Prompt → Only the lines from the top of the following listing through the line with "middle tip: (925, 648)" belong in your answer, exactly as written.
--------------------------------------------------
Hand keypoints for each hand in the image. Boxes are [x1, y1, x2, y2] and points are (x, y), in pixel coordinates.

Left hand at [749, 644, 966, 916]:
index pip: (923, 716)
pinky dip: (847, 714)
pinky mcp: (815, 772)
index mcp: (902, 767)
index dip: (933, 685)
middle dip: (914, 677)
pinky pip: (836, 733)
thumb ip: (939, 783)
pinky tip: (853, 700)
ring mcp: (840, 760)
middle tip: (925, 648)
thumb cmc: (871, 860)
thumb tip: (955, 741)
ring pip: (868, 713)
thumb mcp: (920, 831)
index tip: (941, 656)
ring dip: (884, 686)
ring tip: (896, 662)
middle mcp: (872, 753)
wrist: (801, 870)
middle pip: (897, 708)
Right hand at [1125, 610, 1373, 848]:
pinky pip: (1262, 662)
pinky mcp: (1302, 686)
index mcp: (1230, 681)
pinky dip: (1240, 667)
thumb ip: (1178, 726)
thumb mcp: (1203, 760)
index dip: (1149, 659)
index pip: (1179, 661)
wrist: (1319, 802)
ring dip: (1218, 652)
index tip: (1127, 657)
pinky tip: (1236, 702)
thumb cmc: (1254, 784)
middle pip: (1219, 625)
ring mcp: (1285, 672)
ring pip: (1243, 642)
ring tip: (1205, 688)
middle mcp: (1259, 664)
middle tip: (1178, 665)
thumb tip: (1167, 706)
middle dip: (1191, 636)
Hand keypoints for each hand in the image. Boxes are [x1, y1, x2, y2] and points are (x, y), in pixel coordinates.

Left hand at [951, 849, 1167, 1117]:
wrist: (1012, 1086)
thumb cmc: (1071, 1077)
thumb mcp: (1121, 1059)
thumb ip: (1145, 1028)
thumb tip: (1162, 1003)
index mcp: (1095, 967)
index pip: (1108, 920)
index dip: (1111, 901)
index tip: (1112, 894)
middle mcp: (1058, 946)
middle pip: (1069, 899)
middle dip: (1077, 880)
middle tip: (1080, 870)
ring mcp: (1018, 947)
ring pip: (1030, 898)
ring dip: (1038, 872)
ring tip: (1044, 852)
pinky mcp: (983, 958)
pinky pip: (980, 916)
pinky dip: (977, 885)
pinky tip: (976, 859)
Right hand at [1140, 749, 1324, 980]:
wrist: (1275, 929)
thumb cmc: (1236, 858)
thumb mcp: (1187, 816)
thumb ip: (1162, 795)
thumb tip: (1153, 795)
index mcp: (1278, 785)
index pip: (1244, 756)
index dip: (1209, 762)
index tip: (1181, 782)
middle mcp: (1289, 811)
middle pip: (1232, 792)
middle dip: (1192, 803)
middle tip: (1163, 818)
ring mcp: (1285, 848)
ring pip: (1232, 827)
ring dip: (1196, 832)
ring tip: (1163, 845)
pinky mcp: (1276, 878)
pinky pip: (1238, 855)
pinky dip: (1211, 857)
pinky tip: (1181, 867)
--------------------------------------------------
Written answer →
Hand keypoints for each hand in the image. Boxes are [x1, y1, x2, y2] and points are (x, y), in pixel coordinates.

Left hand at [749, 644, 966, 916]:
index pip: (923, 716)
pinky dip: (847, 714)
pinky mcp: (815, 772)
index mcp: (902, 767)
index dip: (933, 685)
middle dip: (914, 677)
pinky pip: (836, 733)
thumb ip: (939, 783)
pinky tip: (853, 700)
ring mcp: (840, 760)
middle tip: (925, 648)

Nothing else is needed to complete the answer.